[THE DATA]:

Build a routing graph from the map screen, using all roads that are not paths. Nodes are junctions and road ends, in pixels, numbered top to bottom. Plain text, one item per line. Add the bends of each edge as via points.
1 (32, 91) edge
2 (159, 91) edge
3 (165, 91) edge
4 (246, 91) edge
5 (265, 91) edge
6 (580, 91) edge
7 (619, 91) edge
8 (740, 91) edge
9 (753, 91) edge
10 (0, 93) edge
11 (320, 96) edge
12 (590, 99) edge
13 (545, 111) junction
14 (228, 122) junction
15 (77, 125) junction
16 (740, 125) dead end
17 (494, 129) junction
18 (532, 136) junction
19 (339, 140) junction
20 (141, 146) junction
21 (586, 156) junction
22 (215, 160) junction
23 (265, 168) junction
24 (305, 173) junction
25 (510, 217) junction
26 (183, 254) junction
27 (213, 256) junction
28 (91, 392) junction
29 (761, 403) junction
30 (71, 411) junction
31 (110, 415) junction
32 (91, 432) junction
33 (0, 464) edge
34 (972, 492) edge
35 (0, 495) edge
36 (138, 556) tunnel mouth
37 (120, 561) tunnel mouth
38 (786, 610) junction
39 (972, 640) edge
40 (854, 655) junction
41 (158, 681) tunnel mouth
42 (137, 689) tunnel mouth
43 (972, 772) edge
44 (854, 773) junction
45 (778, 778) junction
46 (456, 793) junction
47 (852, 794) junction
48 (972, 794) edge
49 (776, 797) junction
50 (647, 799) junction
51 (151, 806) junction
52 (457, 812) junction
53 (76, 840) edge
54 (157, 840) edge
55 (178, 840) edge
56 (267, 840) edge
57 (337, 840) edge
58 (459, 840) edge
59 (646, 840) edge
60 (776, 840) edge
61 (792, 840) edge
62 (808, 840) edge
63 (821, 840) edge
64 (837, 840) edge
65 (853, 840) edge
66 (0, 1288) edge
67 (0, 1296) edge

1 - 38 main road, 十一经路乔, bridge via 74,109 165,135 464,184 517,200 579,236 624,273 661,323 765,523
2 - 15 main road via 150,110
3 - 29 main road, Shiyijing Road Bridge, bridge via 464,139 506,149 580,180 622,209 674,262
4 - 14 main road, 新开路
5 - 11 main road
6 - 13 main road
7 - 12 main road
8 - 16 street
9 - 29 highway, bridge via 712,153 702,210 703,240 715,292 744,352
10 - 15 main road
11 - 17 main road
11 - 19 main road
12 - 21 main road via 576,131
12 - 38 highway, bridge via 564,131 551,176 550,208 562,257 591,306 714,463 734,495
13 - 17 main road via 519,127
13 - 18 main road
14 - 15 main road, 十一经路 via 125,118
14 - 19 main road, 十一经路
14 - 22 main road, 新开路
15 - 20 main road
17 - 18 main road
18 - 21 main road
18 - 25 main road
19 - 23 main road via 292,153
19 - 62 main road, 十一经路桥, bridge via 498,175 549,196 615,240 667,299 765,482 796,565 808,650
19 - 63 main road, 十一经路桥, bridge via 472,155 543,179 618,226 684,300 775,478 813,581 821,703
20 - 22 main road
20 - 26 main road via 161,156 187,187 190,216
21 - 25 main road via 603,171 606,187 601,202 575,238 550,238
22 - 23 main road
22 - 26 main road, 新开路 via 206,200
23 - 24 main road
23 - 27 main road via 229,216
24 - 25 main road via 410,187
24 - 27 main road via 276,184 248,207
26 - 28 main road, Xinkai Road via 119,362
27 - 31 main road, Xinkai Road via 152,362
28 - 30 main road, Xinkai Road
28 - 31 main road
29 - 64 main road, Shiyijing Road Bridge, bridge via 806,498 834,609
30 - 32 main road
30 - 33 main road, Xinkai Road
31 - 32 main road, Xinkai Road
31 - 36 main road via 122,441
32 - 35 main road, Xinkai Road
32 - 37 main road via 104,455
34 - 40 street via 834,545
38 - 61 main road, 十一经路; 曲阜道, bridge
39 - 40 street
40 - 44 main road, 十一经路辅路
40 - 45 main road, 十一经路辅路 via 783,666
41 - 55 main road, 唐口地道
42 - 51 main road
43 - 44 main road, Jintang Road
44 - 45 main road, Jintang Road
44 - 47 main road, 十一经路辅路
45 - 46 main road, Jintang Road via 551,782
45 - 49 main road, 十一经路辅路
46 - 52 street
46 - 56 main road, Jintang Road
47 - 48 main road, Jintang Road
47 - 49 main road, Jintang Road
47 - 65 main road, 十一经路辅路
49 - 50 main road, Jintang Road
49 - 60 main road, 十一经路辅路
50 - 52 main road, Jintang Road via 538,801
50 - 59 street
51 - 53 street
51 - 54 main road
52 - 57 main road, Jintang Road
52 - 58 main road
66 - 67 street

[WHAT YOU HAVE TO DO]: Determine how many lines in the listing above contain "十一经路桥", giving the number and no other words.

[SOLVED EXERCISE]: 2